CHICAGO — Bond insurer ACA Financial Guaranty Corp. will present a restructuring plan next week to holders of $160 million of defaulted debt issued by a Chicago suburb for a struggling hotel and conference center.
The restructuring deal was struck between ACA, which provides coverage on one series for $53 million, and officials from Lombard, which has reneged on its pledge to cover revenue shortfalls needed to avoid debt service defaults.
Bond trustee Amalgamated Bank of Chicago said it was directed by ACA, a controlling party of the bonds under the indenture when a default has occurred, to call a meeting in Chicago for Oct. 7. Holders of the Series A and Series B bonds also have the option of calling in. All must sign a confidentiality agreement.
ACA and the Lombard Public Facilities Corp. agreed to the terms of the proposed restructuring, said a Sept. 18 notice posted on the Municipal Securities Rulemaking Board’s EMMA website. “ACA would like to present this proposed restructuring to the holders of the first tier and second tier bonds,” it says.
In addition, ACA and the trustee’s financial advisor, FTI Consulting, will also make a presentation about the property, the status of operations, projected future operations, and how the restructuring would be implemented, according to the notice.

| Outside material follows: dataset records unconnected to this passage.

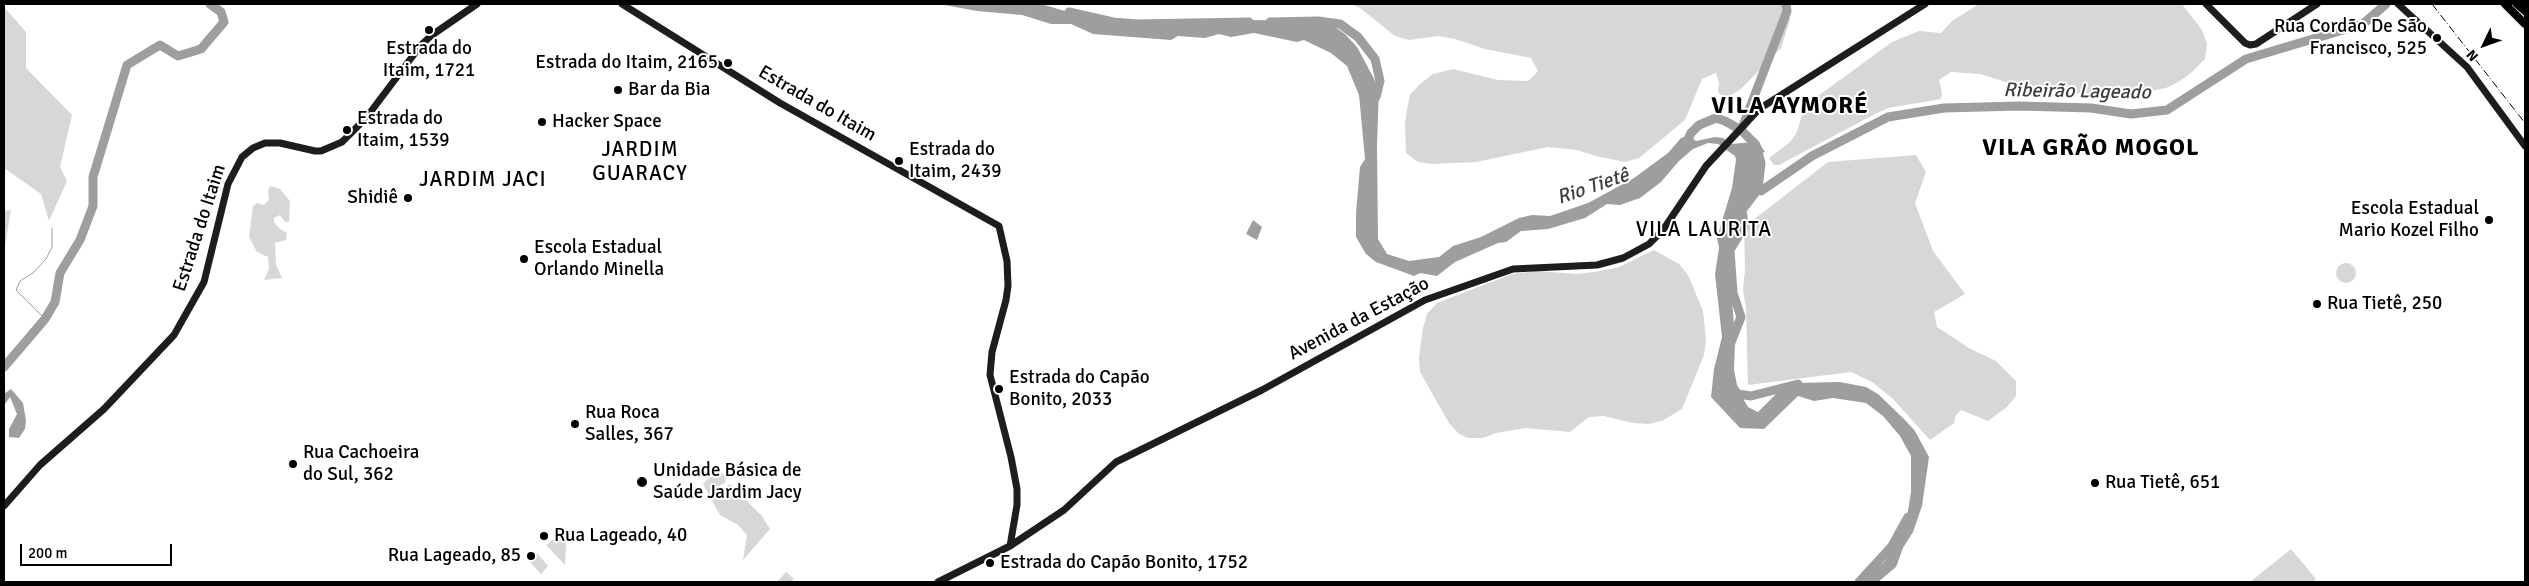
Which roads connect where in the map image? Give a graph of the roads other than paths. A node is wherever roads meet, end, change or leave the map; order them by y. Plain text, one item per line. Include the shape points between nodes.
1 (477, 4) edge
2 (622, 4) edge
3 (1925, 4) edge
4 (2206, 4) edge
5 (2317, 4) edge
6 (2398, 4) edge
7 (2504, 4) edge
8 (2517, 4) edge
9 (2525, 11) edge
10 (2525, 24) edge
11 (2525, 146) edge
12 (4, 506) edge
13 (1010, 546) junction
14 (938, 582) edge

1 - 12 street, Estrada do Itaim via 421,46 362,123 342,142 321,151 265,143 242,157 228,184 204,282 174,335 104,409 40,465
2 - 13 street, Estrada do Itaim via 780,103 1000,226 1008,286 992,352 990,375 1017,489
3 - 13 street, Avenida da Estação via 1774,98 1750,118 1695,181 1663,230 1643,248 1597,265 1513,269 1425,300 1262,390 1116,462 1064,510
4 - 5 street via 2250,45
6 - 11 street via 2467,67
7 - 10 main road
8 - 9 main road
13 - 14 street, Avenida da Estação

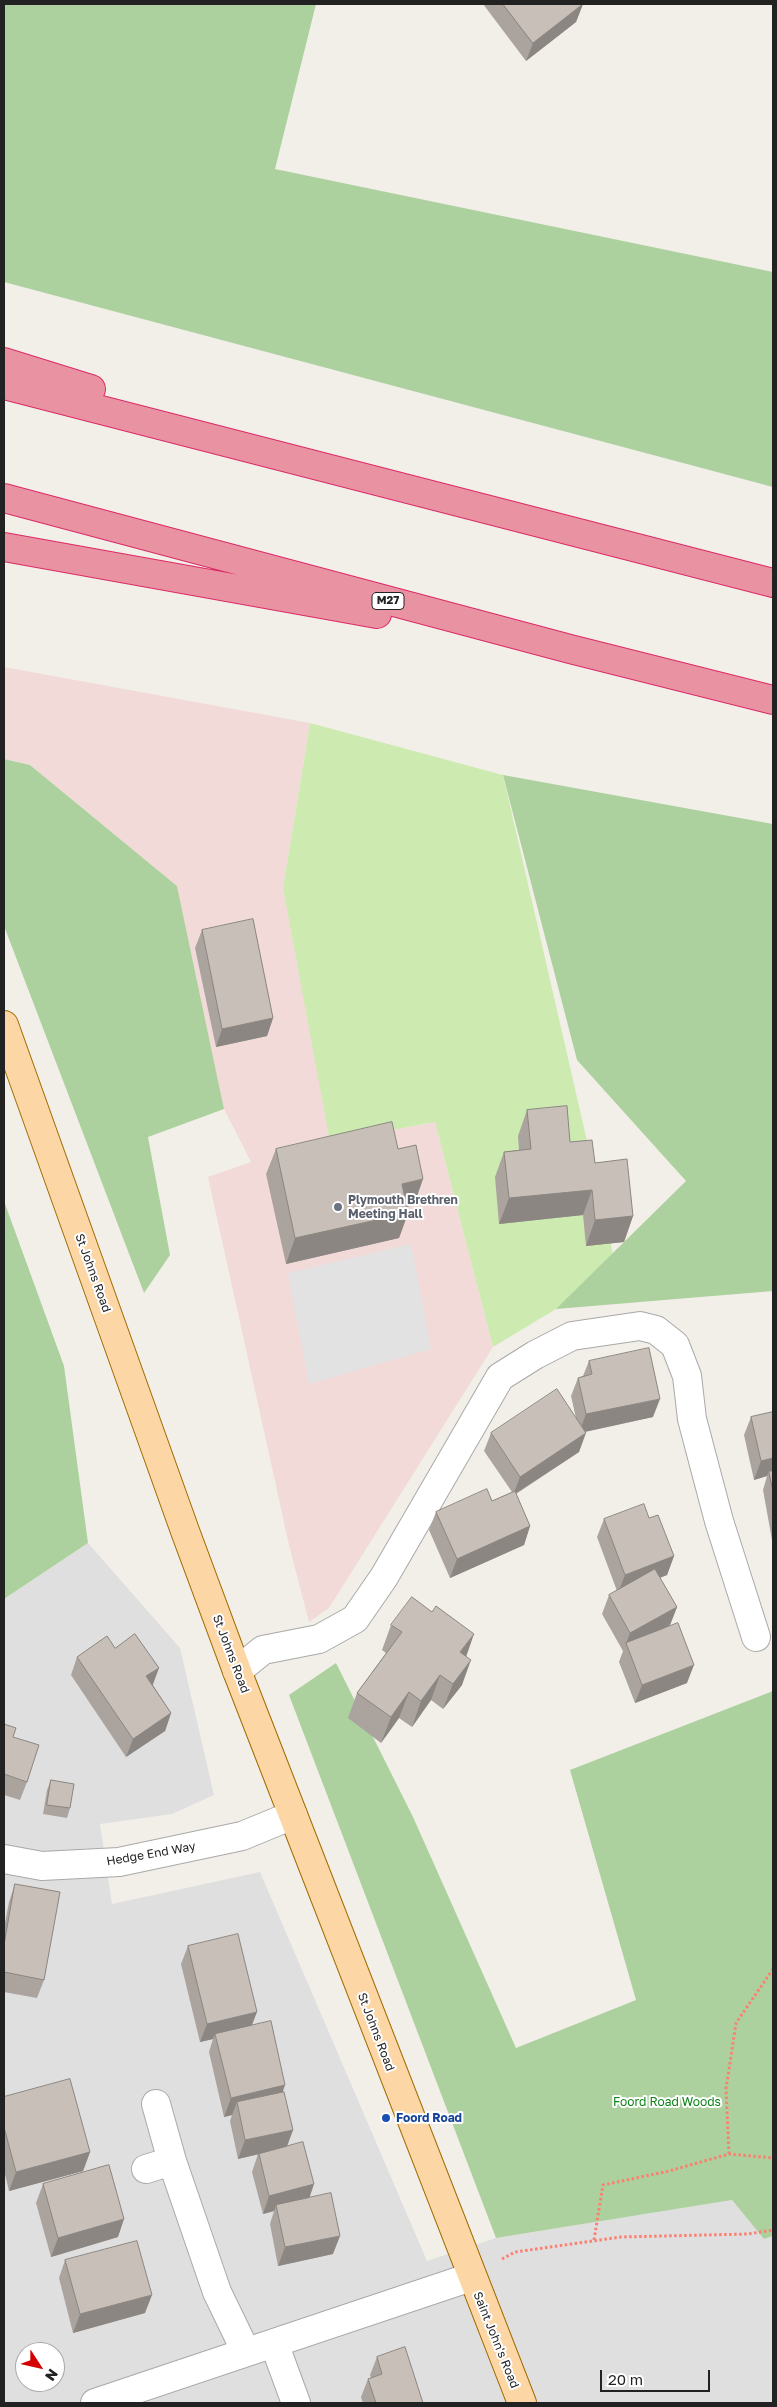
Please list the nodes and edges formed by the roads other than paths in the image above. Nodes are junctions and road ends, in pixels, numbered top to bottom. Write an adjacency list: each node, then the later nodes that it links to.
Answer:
1 (4, 362): 3 (highway)
2 (4, 385): 3 (highway)
3 (398, 485): 6 (highway)
4 (4, 498): 7 (highway, M27)
5 (4, 547): 7 (highway, M27)
6 (773, 583)
7 (570, 649): 8 (highway, M27)
8 (773, 700)
9 (4, 1025): 11 (main road, St Johns Road)
10 (756, 1638): 11 (street)
11 (237, 1670): 12 (main road, St Johns Road)
12 (293, 1815): 13 (street, Hedge End Way); 15 (main road, St Johns Road)
13 (4, 1859)
14 (156, 2104): 17 (street)
15 (471, 2278): 16 (street); 20 (main road, Saint John's Road)
16 (274, 2343): 17 (street); 19 (street)
17 (246, 2352): 18 (street)
18 (95, 2403)
19 (296, 2403)
20 (522, 2403)

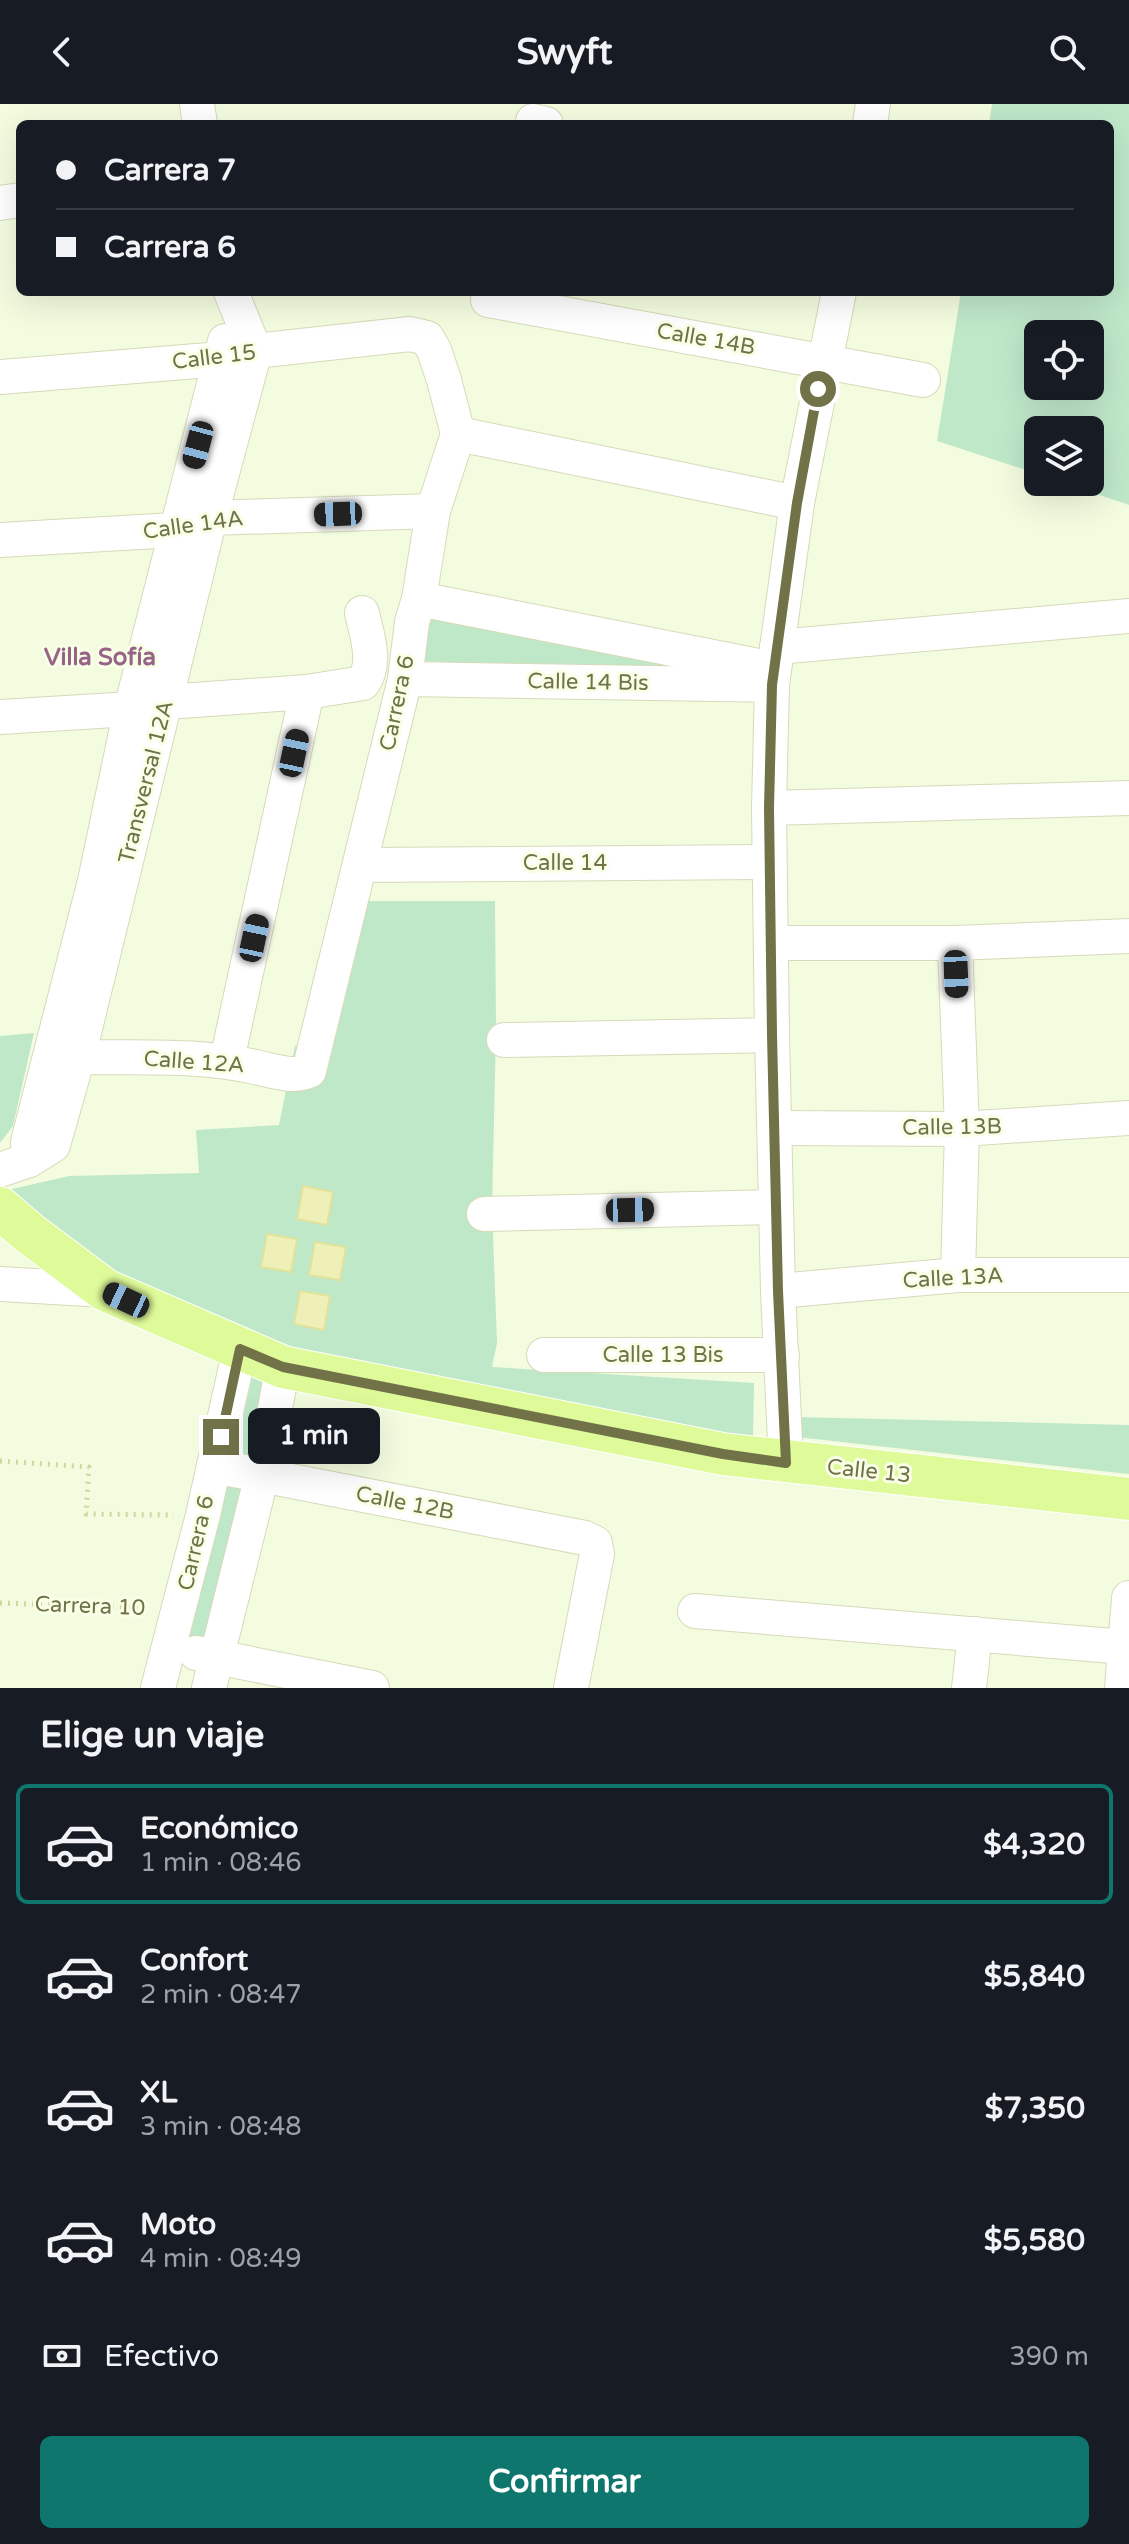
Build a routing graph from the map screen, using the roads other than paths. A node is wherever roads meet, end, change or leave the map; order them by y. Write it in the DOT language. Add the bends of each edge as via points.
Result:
graph roads {
  1 [pos="838,296"];
  2 [pos="232,297"];
  3 [pos="488,300"];
  4 [pos="255,351"];
  5 [pos="221,359"];
  6 [pos="823,360"];
  7 [pos="0,377"];
  8 [pos="923,380"];
  9 [pos="458,434"];
  10 [pos="797,503"];
  11 [pos="433,511"];
  12 [pos="210,518"];
  13 [pos="175,530"];
  14 [pos="0,540"];
  15 [pos="416,611"];
  16 [pos="1129,616"];
  17 [pos="774,667"];
  18 [pos="405,679"];
  19 [pos="307,692"];
  20 [pos="166,702"];
  21 [pos="131,709"];
  22 [pos="0,717"];
  23 [pos="1129,798"];
  24 [pos="769,808"];
  25 [pos="769,862"];
  26 [pos="360,865"];
  27 [pos="1129,936"];
  28 [pos="772,943"];
  29 [pos="955,943"];
  30 [pos="772,1035"];
  31 [pos="504,1040"];
  32 [pos="78,1057"];
  33 [pos="227,1060"];
  34 [pos="309,1071"];
  35 [pos="1129,1118"];
  36 [pos="775,1128"];
  37 [pos="962,1129"];
  38 [pos="15,1165"];
  39 [pos="776,1207"];
  40 [pos="0,1208"];
  41 [pos="484,1214"];
  42 [pos="958,1275"];
  43 [pos="1129,1275"];
  44 [pos="0,1284"];
  45 [pos="105,1290"];
  46 [pos="778,1291"];
  47 [pos="240,1349"];
  48 [pos="544,1355"];
  49 [pos="782,1355"];
  50 [pos="283,1367"];
  51 [pos="786,1463"];
  52 [pos="214,1466"];
  53 [pos="262,1475"];
  54 [pos="1129,1499"];
  55 [pos="1129,1598"];
  56 [pos="695,1611"];
  57 [pos="975,1634"];
  58 [pos="1125,1647"];
  59 [pos="170,1649"];
  60 [pos="213,1672"];
  61 [pos="158,1688"];
  62 [pos="372,1688"];
  63 [pos="571,1688"];
  64 [pos="969,1688"];
  65 [pos="1122,1688"];
  1 -- 6 [label="street"];
  2 -- 4 [label="street, Transversal 12A"];
  2 -- 5 [label="street, Transversal 12A"];
  3 -- 6 [label="street, Calle 14B"];
  4 -- 5 [label="street, Calle 15"];
  4 -- 9 [label="street, Calle 15" via="410,334 427,338"];
  4 -- 12 [label="street, Transversal 12A"];
  5 -- 7 [label="street, Calle 15"];
  5 -- 13 [label="street, Transversal 12A"];
  6 -- 8 [label="street, Calle 14B"];
  6 -- 10 [label="street"];
  9 -- 10 [label="street"];
  9 -- 11 [label="street, Carrera 6"];
  10 -- 17 [label="street"];
  11 -- 12 [label="street, Calle 14A"];
  11 -- 15 [label="street, Carrera 6"];
  12 -- 13 [label="street, Calle 14A"];
  12 -- 20 [label="street, Transversal 12A"];
  13 -- 14 [label="street, Calle 14A"];
  13 -- 21 [label="street, Transversal 12A"];
  15 -- 17 [label="street"];
  15 -- 18 [label="street, Carrera 6"];
  15 -- 19 [label="street" via="366,632 370,673 363,683"];
  16 -- 17 [label="street, Calle 14 Bis"];
  17 -- 18 [label="street, Calle 14 Bis"];
  17 -- 24 [label="street"];
  18 -- 26 [label="street, Carrera 6"];
  19 -- 20 [label="street"];
  19 -- 33 [label="street"];
  20 -- 21 [label="street"];
  20 -- 32 [label="street, Transversal 12A"];
  21 -- 22 [label="street"];
  21 -- 38 [label="street, Transversal 12A" via="95,881 28,1142"];
  23 -- 24 [label="street"];
  24 -- 25 [label="street"];
  25 -- 26 [label="street, Calle 14"];
  25 -- 28 [label="street"];
  26 -- 34 [label="street, Carrera 6"];
  27 -- 29 [label="street"];
  28 -- 29 [label="street"];
  28 -- 30 [label="street"];
  29 -- 37 [label="street"];
  30 -- 31 [label="street"];
  30 -- 36 [label="street"];
  32 -- 33 [label="street, Calle 12A"];
  32 -- 38 [label="street, Transversal 12A" via="53,1145"];
  33 -- 34 [label="street, Calle 12A" via="297,1076"];
  35 -- 37 [label="street, Calle 13B"];
  36 -- 37 [label="street, Calle 13B"];
  36 -- 39 [label="street"];
  37 -- 42 [label="street"];
  39 -- 41 [label="street"];
  39 -- 46 [label="street"];
  40 -- 45 [label="main road, Calle 13"];
  42 -- 43 [label="street, Calle 13A"];
  42 -- 46 [label="street, Calle 13A"];
  44 -- 45 [label="street, Calle 13"];
  45 -- 47 [label="main road, Calle 13"];
  46 -- 49 [label="street"];
  47 -- 50 [label="main road, Calle 13"];
  47 -- 52 [label="street, Carrera 6"];
  48 -- 49 [label="street, Calle 13 Bis"];
  49 -- 51 [label="street"];
  50 -- 51 [label="main road, Calle 13"];
  50 -- 53 [label="street"];
  51 -- 54 [label="main road, Calle 13"];
  52 -- 53 [label="street, Calle 12B"];
  52 -- 59 [label="street, Carrera 6"];
  53 -- 60 [label="street"];
  53 -- 63 [label="street, Calle 12B" via="595,1543"];
  55 -- 58 [label="street"];
  56 -- 57 [label="street"];
  57 -- 58 [label="street"];
  57 -- 64 [label="street"];
  58 -- 65 [label="street"];
  59 -- 60 [label="street"];
  59 -- 61 [label="street, Carrera 6"];
  60 -- 62 [label="street"];
}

Details remain confidential and Lombard officials declined any further comment.
The notice reports that ACA has been in discussions with the LPFC, village, DuPage County and other parties in recent months in an attempt to agree on restructuring terms. Village finance director Tim Sexton has previously said the village hoped to announce a proposal that would better align future debt service with projected hotel revenues.
The restructuring would ease a burden that has weighed heavily on the otherwise affluent village.
Standard & Poor’s stripped the village of its investment grade rating in 2014; it had already struggled to obtain market access.
Lombard’s most recent refusal to make up shortfalls came ahead of a July debt service payment on the overall $190 million issue of hotel and conference center bonds. The village was asked and refused to cover a $2.6 million gap.
The trustees have long taken the position that he village is not legally obligated to burden its taxpayers. Nuveen Investments is the majority holder.
The Lombard Public Facilities Corp. drained reserves to cover the Jan. 1 payment on the A series that represents $118 million of the deal and carries an indirect appropriation pledge.
The A series is broken into two tranches, with an A-1 series for $64 million and an A-2 series for $54 million. ACA covers the latter and has made up debt service shortfalls.
The July 1 default marked the fourth default on the $43 million B series that carries the village's appropriation pledge. No payments have been made on $29 million of C series bonds.
The January 2014 default marked the first actual payment default and it gave bondholders of the A and B bonds the right to accelerate repayment but they have not done so, which do not carry any promise of village support.
Under terms of a tax rebate agreement, the village pledged — subject to appropriation — to cover debt-service shortfalls on the Series A bonds before reserves are tapped. The backstop was first triggered in 2012. The B series carried a more direct appropriation pledge but reserves were tapped first before the village was asked to cover shortfalls.
Standard & Poor's downgraded Lombard's issuer credit rating six notches to a speculative-grade B from BBB in February 2014. The portion of hotel bonds rated by Standard & Poor's are at the D level. The village in 2013 pulled a $10 million new-money issue of certificates when investors took a pass on the non-GO debt secured by any legally available and appropriated funds.
Use of the GO pledge is limited by property tax caps for the non-home rule village. The village opted to invest in municipal bonds to secure a $10 million commercial bank loan as an alternative method of raising funds for infrastructure work.
The public facilities corporation issued $190 million of bonds in 2005 to finance the project, which includes an 18-story, 500-room hotel operated by Westin Hotels & Resorts, a 55,500-square-foot convention center and two restaurants. If the project were to declare bankruptcy, the Series A and B bondholders have a mortgage claim.
The village in 2011 proposed a tender of the Series A and C bonds that asked holders to take a loss. The tender failed.
The village of about 43,000 is 20 miles west of Chicago.
The facility's hotel and restaurants posted a $2.7 million profit for the first half of 2015, which fell about $384,000 short of the budgeted profit, according to the project’s latest fiscal results.
“Hotel management believes it will recapture some of the year to date budget variance in the second half of the year,” the notice says. It has $4.9 million in various reserves and accounts with just a $21 balance in one of its multiple debt service reserves.
Bonds in the A series traded earlier this year at 46 cents on the dollar and securities in the B series traded late last month at 42 cents on the dollar.